OsCER1a and AtCER1 showed high sequence identity (Figure 2), implying functional conservation. However, when expressed in Arabidopsis, their capacities to drive alkane synthesis diverge markedly: AtCER1 overexpression triggers a substantial wax buildup, whereas OsCER1a overexpression exerts only a modest effect. This quantitative disparity suggests that OsCER1a might have undergone evolutionary attenuation of its alkane-forming activity, mirroring the relaxed selective pressure for high alkane output in the monocot lineage. Nevertheless, obtained from a heterologous dicot background, the data may be influenced by several non-mutually exclusive factors that could widen the functional gap; the comparatively low wax accumulation driven by OsCER1a expression may stem from a combination of the following possibilities. First, monocot genes are GC-rich and prefer G/C-ending codons, whereas dicots possess a tRNA isoacceptor pool skewed toward A/T-ending triplets [44,45]. Thus, the transplanted OsCER1a mRNA in a dicot cell might encounter tRNA scarcity, ribosomal pausing, and accelerate mRNA decay, yielding low protein levels. Second, monocots and dicots have evolved distinct enzymatic contexts. For example, the rice hydroxysteroid dehydrogenase OsHSD1 generates primary alcohols [46], and the Arabidopsis AtSOH1 performs an equivalent role [8]; however, our phylogenetic analysis reveals low sequence identity between them. Consequently, although monocot and dicot homologs catalyze the same reaction, each demands its specific partners and catalytic conditions, and any mismatch can affect enzyme activity. These hypotheses await further experimental validation.

5. Conclusions

Our study classified OsCER1 and OsCER3 into two distinct subgroups, despite their origin from a common ancestor. RT-qPCR analyses revealed that these genes exhibit divergent expression patterns across different organs. Notably, OsCER1a and OsCER3a showed significantly higher expression levels in leaves compared to their respective paralogs. Subcellular localization via LCA confirmed that both OsCER1 and OsCER3 proteins are localized to the endoplasmic reticulum (ER), consistent with their predicted physiological roles in wax biosynthesis. Moreover, protein–protein interaction assays indicated that OsCER1s interact with OsCER3s, mirroring the conserved interaction observed between AtCER1 and AtCER3 in Arabidopsis and suggesting functional conservation of the CER1–CER3 module across dicots and monocots. Phenotypic analysis of transgenic plants overexpressing or lacking OsCER1 or OsCER3 genes revealed that OsCER3a plays a predominant role in cuticular wax biosynthesis, while the other paralogs contribute to a lesser extent. Collectively, our findings enhance the understanding of the functional divergence and redundancy among OsCER1 and OsCER3 genes in rice wax production and identify OsCER3a as a promising genetic target for enhancing cuticular wax formation, improving stress tolerance and supporting breeding strategies aimed at developing stress-resilient rice varieties.
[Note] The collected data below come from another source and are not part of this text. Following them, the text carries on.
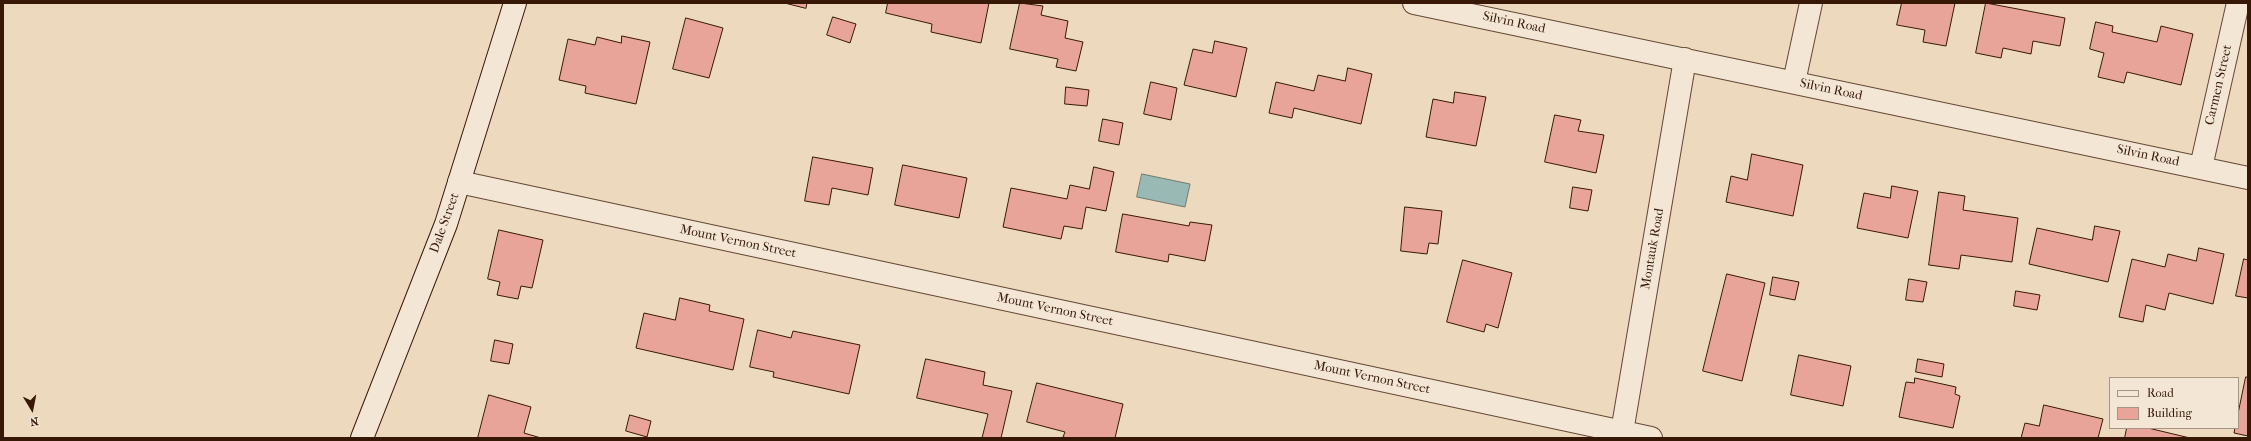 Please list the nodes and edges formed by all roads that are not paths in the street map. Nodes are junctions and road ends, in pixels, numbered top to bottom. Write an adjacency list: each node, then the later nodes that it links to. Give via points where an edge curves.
1 (515, 3): 9 (street, Dale Street)
2 (1417, 3): 5 (street, Silvin Road)
3 (1811, 3): 6 (street)
4 (2238, 3): 7 (street, Carmen Street)
5 (1685, 59): 6 (street, Silvin Road); 10 (street, Montauk Road)
6 (1794, 82): 7 (street, Silvin Road)
7 (2200, 167): 8 (street, Silvin Road)
8 (2248, 178)
9 (459, 182): 10 (street, Mount Vernon Street); 11 (street, Dale Street, via 446,224)
10 (1623, 435): 12 (street, Mount Vernon Street)
11 (362, 438)
12 (1651, 438) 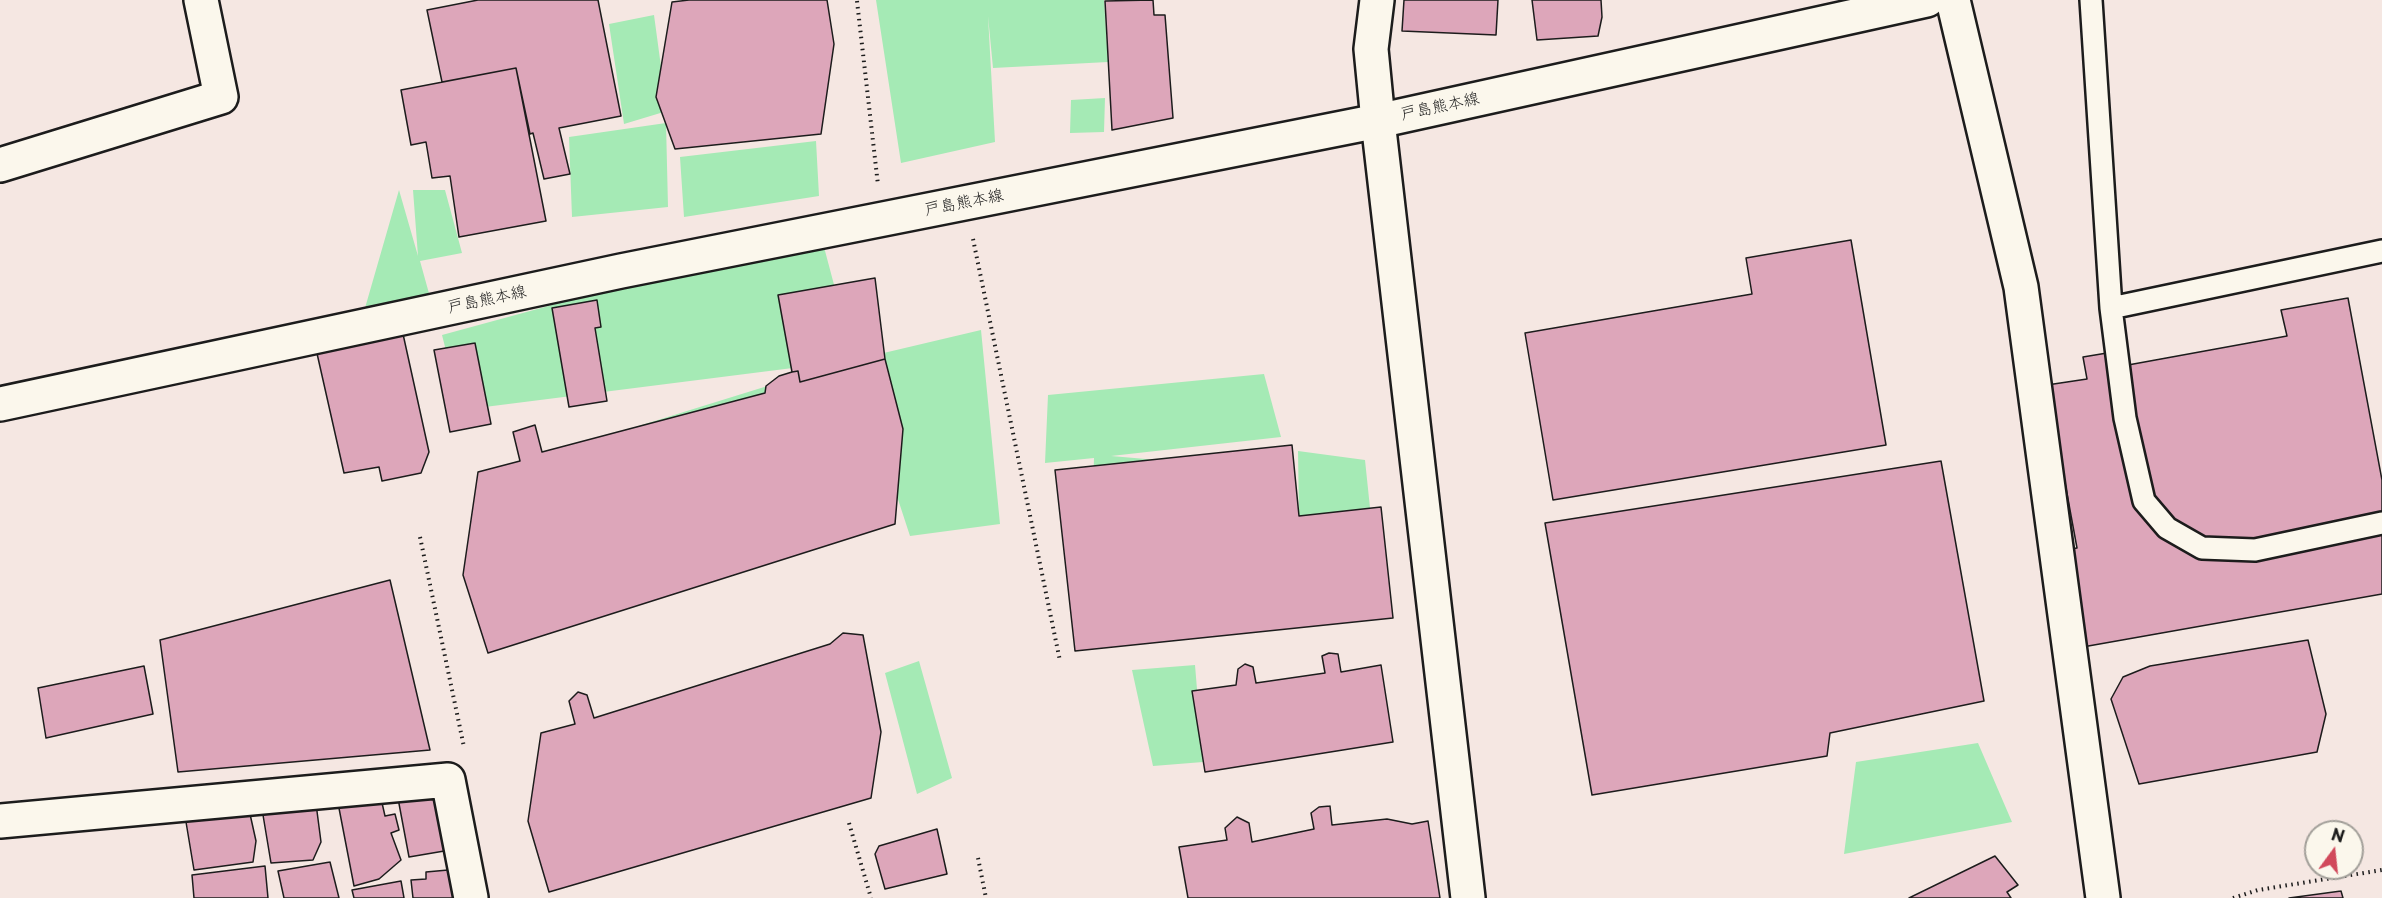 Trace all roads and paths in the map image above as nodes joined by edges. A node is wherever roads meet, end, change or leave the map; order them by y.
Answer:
1 (201, 0) edge
2 (1377, 0) edge
3 (1927, 0) edge
4 (1953, 0) edge
5 (2091, 0) edge
6 (857, 1) edge
7 (1378, 121) junction
8 (0, 165) edge
9 (965, 202) junction
10 (882, 219) junction
11 (2382, 251) edge
12 (2111, 308) junction
13 (0, 404) edge
14 (2382, 523) edge
15 (420, 537) dead end
16 (1060, 661) dead end
17 (467, 758) dead end
18 (0, 821) edge
19 (849, 823) dead end
20 (978, 858) dead end
21 (2382, 870) edge
22 (471, 898) edge
23 (871, 898) edge
24 (986, 898) edge
25 (1468, 898) edge
26 (2103, 898) edge
27 (2234, 898) edge

1 - 8 street
2 - 7 street
3 - 7 street, 戸島熊本線
4 - 26 street
5 - 12 lane
6 - 10 path
7 - 9 street, 戸島熊本線
7 - 25 street
9 - 10 street, 戸島熊本線
9 - 16 path
10 - 13 street, 戸島熊本線
11 - 12 lane
12 - 14 lane
15 - 17 path
18 - 22 street
19 - 23 path
20 - 24 path
21 - 27 path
Additionally, stress-responsive promoter elements and expression patterns indicate that some homologs, such as OsCER1c and OsCER3c, may function under conditions like drought or hypoxia. Therefore, future research should define the catalytic roles of OsCER1–OsCER3 combinations and systematically evaluate stress-specific functions of individual homologs under diverse stresses to reveal their condition-specific roles in wax biosynthesis and stress resilience.